*AIM OF THE TASK*. Repeat the entries that follow verbatim, without any of their pictures.

Start of GIVEN DATA

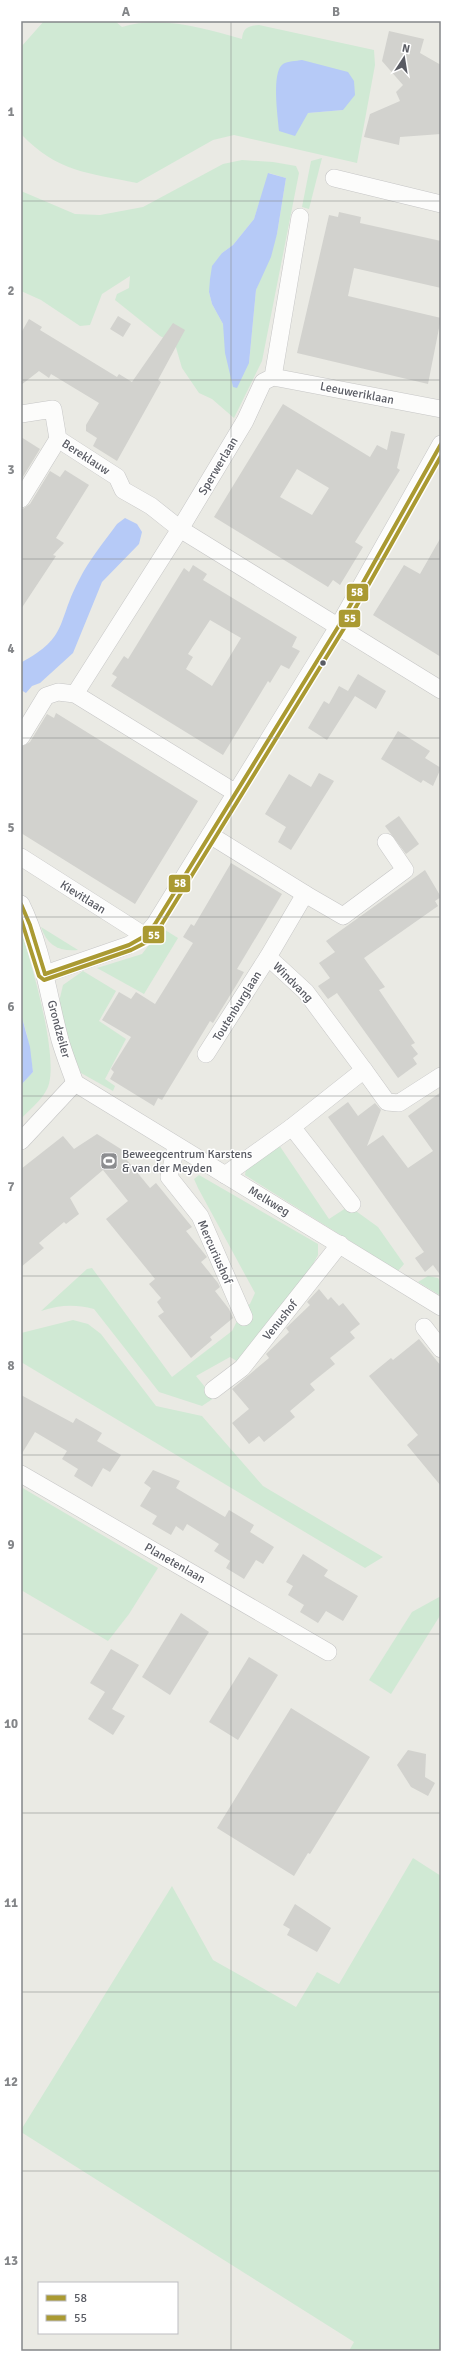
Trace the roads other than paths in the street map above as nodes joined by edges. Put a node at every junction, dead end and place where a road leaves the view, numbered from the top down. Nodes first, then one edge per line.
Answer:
1 (334, 178) dead end
2 (441, 204) edge
3 (300, 217) dead end
4 (273, 377) junction
5 (441, 409) edge
6 (21, 414) edge
7 (58, 438) junction
8 (441, 444) edge
9 (21, 500) edge
10 (180, 529) junction
11 (338, 627) junction
12 (441, 690) edge
13 (75, 694) junction
14 (21, 736) edge
15 (236, 793) junction
16 (210, 835) junction
17 (386, 842) dead end
18 (21, 857) edge
19 (305, 894) junction
20 (21, 904) edge
21 (145, 936) junction
22 (268, 957) junction
23 (45, 974) junction
24 (206, 1054) dead end
25 (364, 1070) junction
26 (441, 1076) edge
27 (75, 1083) junction
28 (292, 1127) junction
29 (21, 1141) edge
30 (176, 1147) junction
31 (225, 1175) junction
32 (352, 1204) dead end
33 (340, 1244) junction
34 (441, 1307) edge
35 (244, 1317) dead end
36 (424, 1327) dead end
37 (441, 1349) edge
38 (213, 1390) dead end
39 (21, 1474) edge
40 (328, 1652) dead end

1 - 2 street
3 - 4 street
4 - 5 street, Leeuweriklaan
4 - 10 street, Sperwerlaan
6 - 7 street, Bereklauw
7 - 9 street
7 - 10 street, Bereklauw
8 - 11 street
10 - 11 street, Bereklauw
10 - 13 street, Sperwerlaan
11 - 12 street, Bereklauw
11 - 15 street
13 - 14 street
13 - 15 street
15 - 16 street
16 - 19 street
16 - 21 street
17 - 19 street
18 - 21 street, Kievitlaan
19 - 22 street, Windvang
20 - 23 street, Grondzeiler
21 - 23 street
22 - 24 street, Toutenburglaan
22 - 25 street, Windvang
23 - 27 street, Grondzeiler
25 - 26 street, Windvang
25 - 28 street
27 - 29 street
27 - 30 street, Melkweg
28 - 31 street
28 - 32 street
30 - 31 street, Melkweg
30 - 35 street, Mercuriushof
31 - 33 street, Melkweg
33 - 34 street, Melkweg
33 - 38 street, Venushof
36 - 37 street
39 - 40 street, Planetenlaan

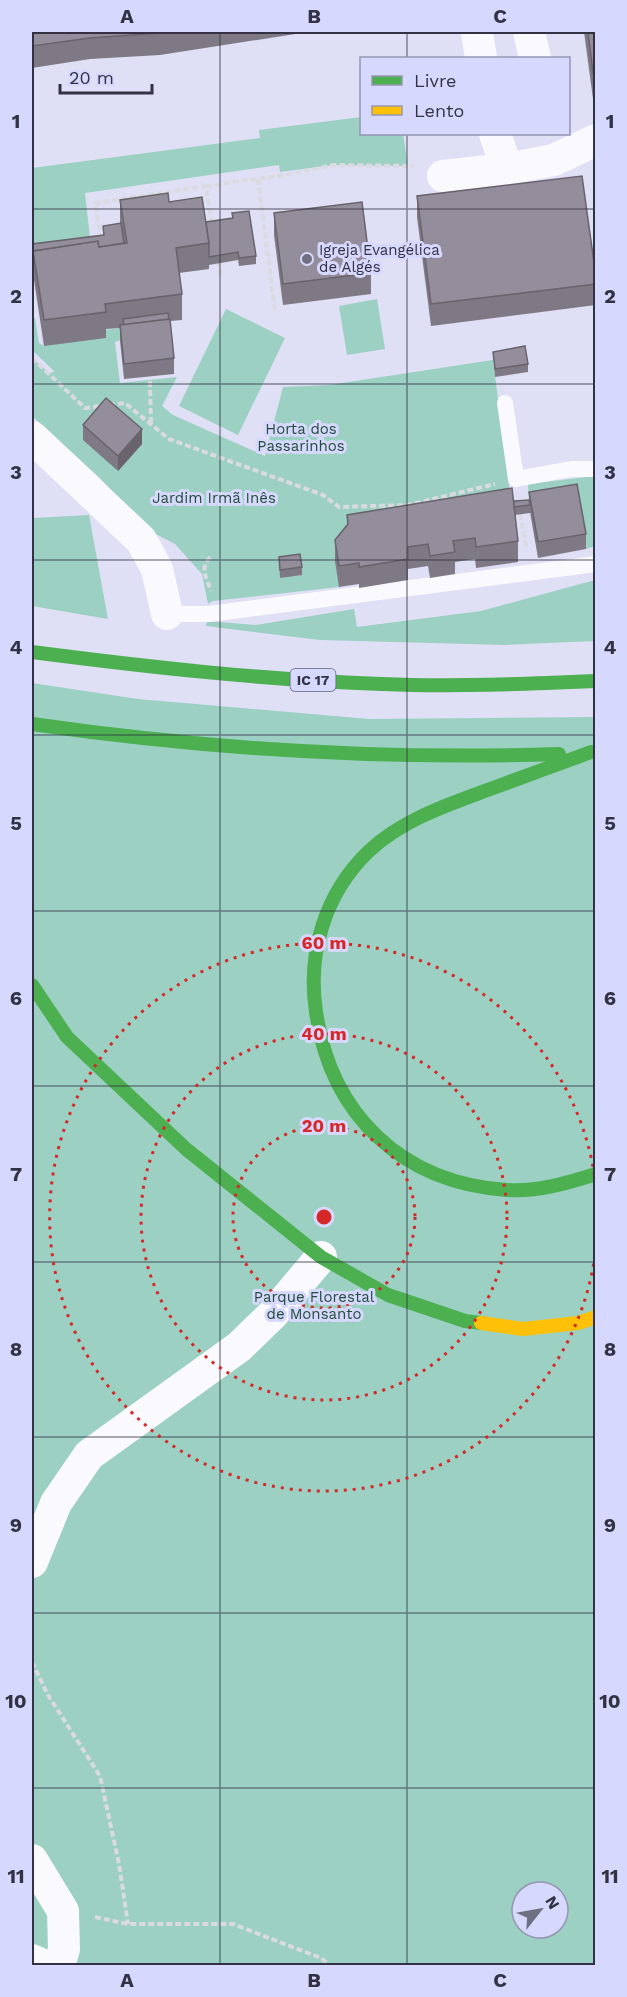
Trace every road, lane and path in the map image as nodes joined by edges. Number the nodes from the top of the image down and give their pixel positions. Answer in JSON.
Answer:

End of GIVEN DATA

*SOLUTION*.
Trace the roads other than paths in the street map above as nodes joined by edges. Put a node at every junction, dead end and place where a road leaves the view, numbered from the top down. Nodes first, then one edge per line.
Answer:
1 (334, 178) dead end
2 (441, 204) edge
3 (300, 217) dead end
4 (273, 377) junction
5 (441, 409) edge
6 (21, 414) edge
7 (58, 438) junction
8 (441, 444) edge
9 (21, 500) edge
10 (180, 529) junction
11 (338, 627) junction
12 (441, 690) edge
13 (75, 694) junction
14 (21, 736) edge
15 (236, 793) junction
16 (210, 835) junction
17 (386, 842) dead end
18 (21, 857) edge
19 (305, 894) junction
20 (21, 904) edge
21 (145, 936) junction
22 (268, 957) junction
23 (45, 974) junction
24 (206, 1054) dead end
25 (364, 1070) junction
26 (441, 1076) edge
27 (75, 1083) junction
28 (292, 1127) junction
29 (21, 1141) edge
30 (176, 1147) junction
31 (225, 1175) junction
32 (352, 1204) dead end
33 (340, 1244) junction
34 (441, 1307) edge
35 (244, 1317) dead end
36 (424, 1327) dead end
37 (441, 1349) edge
38 (213, 1390) dead end
39 (21, 1474) edge
40 (328, 1652) dead end

1 - 2 street
3 - 4 street
4 - 5 street, Leeuweriklaan
4 - 10 street, Sperwerlaan
6 - 7 street, Bereklauw
7 - 9 street
7 - 10 street, Bereklauw
8 - 11 street
10 - 11 street, Bereklauw
10 - 13 street, Sperwerlaan
11 - 12 street, Bereklauw
11 - 15 street
13 - 14 street
13 - 15 street
15 - 16 street
16 - 19 street
16 - 21 street
17 - 19 street
18 - 21 street, Kievitlaan
19 - 22 street, Windvang
20 - 23 street, Grondzeiler
21 - 23 street
22 - 24 street, Toutenburglaan
22 - 25 street, Windvang
23 - 27 street, Grondzeiler
25 - 26 street, Windvang
25 - 28 street
27 - 29 street
27 - 30 street, Melkweg
28 - 31 street
28 - 32 street
30 - 31 street, Melkweg
30 - 35 street, Mercuriushof
31 - 33 street, Melkweg
33 - 34 street, Melkweg
33 - 38 street, Venushof
36 - 37 street
39 - 40 street, Planetenlaan

Trace every road, lane and path in the map image as nodes joined by edges. Number the nodes from the top of the image down and give their pixel positions. Answer in JSON.
Answer:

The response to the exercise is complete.